Methods: The mitral and aortic prostheses (Adiam Life Science, Erkelenz, Germany) are made entirely of polycarbonate urethane (PCU). The bileaflet asymmetric mitral valve mimics natural, nonaxial inflow, which creates a left ventricular vortex, saving energy for systolic ejection of blood. The trileaflet aortic prosthesis has diminished pressure loss and reduced stress and strain peaks at the commissures. The valves were subjected to long-term in vitro testing and in vivo testing in a growing calf model (20 weeks; 7 mitral and 7 aortic valves) with comparison with 2 commercial bioprostheses (7 mitral, 2 aortic).

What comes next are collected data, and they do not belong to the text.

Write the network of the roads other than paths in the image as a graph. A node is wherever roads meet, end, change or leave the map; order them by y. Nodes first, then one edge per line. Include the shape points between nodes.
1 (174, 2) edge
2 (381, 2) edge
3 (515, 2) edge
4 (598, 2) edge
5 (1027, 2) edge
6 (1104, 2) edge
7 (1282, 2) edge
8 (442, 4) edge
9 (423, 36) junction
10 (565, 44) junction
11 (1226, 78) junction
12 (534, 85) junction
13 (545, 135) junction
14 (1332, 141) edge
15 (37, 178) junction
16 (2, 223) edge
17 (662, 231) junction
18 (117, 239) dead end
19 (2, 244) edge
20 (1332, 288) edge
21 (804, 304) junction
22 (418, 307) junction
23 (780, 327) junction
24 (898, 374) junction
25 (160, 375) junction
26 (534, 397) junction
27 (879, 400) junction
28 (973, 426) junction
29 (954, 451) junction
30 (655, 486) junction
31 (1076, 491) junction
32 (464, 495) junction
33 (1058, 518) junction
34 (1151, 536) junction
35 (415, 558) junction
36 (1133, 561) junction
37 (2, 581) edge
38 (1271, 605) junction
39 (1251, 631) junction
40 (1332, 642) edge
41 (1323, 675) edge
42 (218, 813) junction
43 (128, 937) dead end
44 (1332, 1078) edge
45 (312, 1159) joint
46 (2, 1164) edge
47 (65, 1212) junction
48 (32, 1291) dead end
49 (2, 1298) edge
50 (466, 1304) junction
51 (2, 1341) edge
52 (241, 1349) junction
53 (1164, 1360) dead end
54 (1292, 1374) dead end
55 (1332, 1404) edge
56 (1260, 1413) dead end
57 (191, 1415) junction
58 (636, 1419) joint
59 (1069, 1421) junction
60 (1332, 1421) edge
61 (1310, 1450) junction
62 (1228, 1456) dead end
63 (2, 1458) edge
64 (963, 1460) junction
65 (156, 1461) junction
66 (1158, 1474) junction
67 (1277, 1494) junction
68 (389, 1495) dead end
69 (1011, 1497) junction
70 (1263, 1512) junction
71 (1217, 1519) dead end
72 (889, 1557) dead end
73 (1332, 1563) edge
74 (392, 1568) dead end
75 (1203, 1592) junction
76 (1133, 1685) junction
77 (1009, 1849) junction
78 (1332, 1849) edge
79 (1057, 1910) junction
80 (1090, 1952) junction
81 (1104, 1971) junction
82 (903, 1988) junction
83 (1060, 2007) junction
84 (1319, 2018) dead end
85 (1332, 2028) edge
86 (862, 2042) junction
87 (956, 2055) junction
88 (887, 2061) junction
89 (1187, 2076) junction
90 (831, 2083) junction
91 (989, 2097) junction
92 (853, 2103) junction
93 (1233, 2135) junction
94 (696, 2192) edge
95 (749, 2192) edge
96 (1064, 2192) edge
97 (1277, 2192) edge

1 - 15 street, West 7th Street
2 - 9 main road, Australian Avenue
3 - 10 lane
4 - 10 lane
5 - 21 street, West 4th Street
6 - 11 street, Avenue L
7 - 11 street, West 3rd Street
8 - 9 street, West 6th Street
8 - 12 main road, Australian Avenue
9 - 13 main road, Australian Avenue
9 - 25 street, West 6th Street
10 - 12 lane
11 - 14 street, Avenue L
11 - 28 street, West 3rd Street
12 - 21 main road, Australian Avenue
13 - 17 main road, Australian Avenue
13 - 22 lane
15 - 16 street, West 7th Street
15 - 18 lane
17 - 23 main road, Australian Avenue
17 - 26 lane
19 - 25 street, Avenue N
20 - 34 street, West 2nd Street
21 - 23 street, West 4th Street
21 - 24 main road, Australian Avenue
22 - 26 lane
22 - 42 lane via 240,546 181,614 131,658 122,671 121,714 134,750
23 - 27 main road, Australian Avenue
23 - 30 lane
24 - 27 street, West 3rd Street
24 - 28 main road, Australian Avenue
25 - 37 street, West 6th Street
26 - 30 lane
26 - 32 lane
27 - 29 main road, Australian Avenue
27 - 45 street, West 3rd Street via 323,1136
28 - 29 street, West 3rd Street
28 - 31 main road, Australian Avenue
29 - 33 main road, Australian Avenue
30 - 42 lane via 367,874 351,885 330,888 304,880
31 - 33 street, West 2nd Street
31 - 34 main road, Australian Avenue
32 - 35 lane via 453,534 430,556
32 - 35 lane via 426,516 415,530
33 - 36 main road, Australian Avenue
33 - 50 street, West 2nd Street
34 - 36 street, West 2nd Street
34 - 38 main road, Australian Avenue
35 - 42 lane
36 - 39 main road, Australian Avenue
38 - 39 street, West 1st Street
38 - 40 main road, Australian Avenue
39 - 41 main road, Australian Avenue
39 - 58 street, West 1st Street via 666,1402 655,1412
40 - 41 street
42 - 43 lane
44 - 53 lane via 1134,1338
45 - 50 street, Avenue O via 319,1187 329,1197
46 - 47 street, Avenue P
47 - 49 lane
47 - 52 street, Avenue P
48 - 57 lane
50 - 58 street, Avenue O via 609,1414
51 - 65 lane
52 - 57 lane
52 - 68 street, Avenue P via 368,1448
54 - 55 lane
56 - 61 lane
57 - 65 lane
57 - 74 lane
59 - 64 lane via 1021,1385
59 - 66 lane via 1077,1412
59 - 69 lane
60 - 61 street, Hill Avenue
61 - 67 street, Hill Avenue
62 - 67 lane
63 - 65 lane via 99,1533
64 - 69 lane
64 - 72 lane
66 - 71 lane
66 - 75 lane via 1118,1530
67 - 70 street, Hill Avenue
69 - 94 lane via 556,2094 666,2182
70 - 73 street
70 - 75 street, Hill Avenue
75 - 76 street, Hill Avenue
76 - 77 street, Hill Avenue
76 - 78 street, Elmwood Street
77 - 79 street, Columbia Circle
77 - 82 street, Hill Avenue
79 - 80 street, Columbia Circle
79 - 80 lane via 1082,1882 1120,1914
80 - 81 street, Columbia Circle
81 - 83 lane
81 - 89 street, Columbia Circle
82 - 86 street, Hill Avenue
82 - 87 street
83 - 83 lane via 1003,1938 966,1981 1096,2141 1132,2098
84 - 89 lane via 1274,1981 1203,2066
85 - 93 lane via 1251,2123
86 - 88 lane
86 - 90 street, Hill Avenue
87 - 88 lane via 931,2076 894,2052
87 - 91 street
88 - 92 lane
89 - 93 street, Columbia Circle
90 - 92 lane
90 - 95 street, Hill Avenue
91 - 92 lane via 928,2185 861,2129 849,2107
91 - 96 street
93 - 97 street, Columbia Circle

Two-dimensional echocardiography was performed after implantation and prior to sacrifice with autopsy and valve examination.
Results: In vitro durability of the PCU valves was proved up to 20 years. In vivo durability and hemodynamics were superior to those of all bioprostheses. Survival of PCU valves versus bioprostheses was 7 versus 2 mitral valves and 5 versus 0 aortic valves, respectively. Two animals with PCU aortic valves died of pannus overgrowth that caused severe left ventricular outflow tract obstruction without changes in the valves. Degeneration and calcification were mild (mitral) and moderate (aortic) in PCU valves but were severe in biological valves. There was no increased thrombogenicity of the PCU valves compared with bioprostheses. Conclusion: The new flexible polymeric aortic and mitral valve prostheses were superior to current bioprostheses in animal testing.